▶ **EXERCISE MATERIALS**
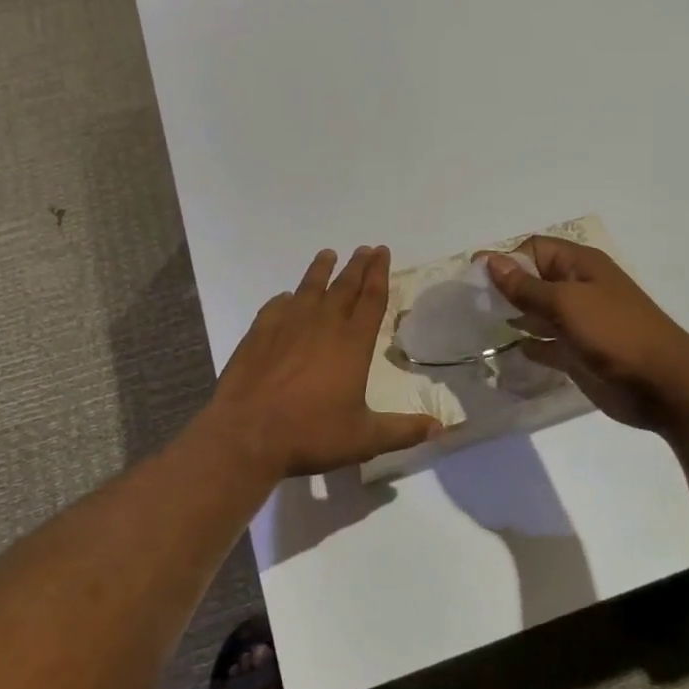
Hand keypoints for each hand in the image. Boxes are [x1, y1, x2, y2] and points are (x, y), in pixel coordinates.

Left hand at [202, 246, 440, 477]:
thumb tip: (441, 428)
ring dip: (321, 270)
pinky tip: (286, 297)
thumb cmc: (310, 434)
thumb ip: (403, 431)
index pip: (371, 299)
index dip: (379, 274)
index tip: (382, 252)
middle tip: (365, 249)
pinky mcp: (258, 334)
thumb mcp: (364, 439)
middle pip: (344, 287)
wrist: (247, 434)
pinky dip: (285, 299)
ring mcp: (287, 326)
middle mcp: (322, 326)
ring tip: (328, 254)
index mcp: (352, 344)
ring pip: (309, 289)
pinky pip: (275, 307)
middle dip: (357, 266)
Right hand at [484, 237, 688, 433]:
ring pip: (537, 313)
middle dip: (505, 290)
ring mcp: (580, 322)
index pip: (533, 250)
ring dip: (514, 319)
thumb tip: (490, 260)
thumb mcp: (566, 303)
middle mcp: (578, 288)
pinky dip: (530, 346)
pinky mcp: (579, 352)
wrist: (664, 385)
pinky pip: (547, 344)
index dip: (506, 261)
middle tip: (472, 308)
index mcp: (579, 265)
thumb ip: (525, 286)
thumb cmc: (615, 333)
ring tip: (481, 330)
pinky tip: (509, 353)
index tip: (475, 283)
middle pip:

▶ **WHAT IS NEEDED**
Repeat the material above word for word and skip every image in it.

▶ **ANSWER BOX**
Hand keypoints for each hand in the image. Boxes are [x1, y1, x2, y2] and points are (x, y), in pixel coordinates.

Left hand at [202, 246, 440, 477]:
thumb tip: (441, 428)
ring dip: (321, 270)
pinky tip: (286, 297)
thumb cmc: (310, 434)
thumb ip: (403, 431)
index pip: (371, 299)
index dip: (379, 274)
index tip: (382, 252)
middle tip: (365, 249)
pinky mcp: (258, 334)
thumb mcp: (364, 439)
middle pip: (344, 287)
wrist: (247, 434)
pinky dip: (285, 299)
ring mcp: (287, 326)
middle mcp: (322, 326)
ring tip: (328, 254)
index mcp: (352, 344)
ring pip: (309, 289)
pinky pip: (275, 307)
middle dip: (357, 266)
Right hand at [484, 237, 688, 433]:
ring pip: (537, 313)
middle dip: (505, 290)
ring mcp: (580, 322)
index pip: (533, 250)
ring dip: (514, 319)
thumb tip: (490, 260)
thumb mcp: (566, 303)
middle mcp: (578, 288)
pinky dip: (530, 346)
pinky mcp: (579, 352)
wrist: (664, 385)
pinky pip: (547, 344)
index dip: (506, 261)
middle tip: (472, 308)
index mcp: (579, 265)
thumb ip: (525, 286)
thumb cmc: (615, 333)
ring tip: (481, 330)
pinky tip: (509, 353)
index tip: (475, 283)
middle pip:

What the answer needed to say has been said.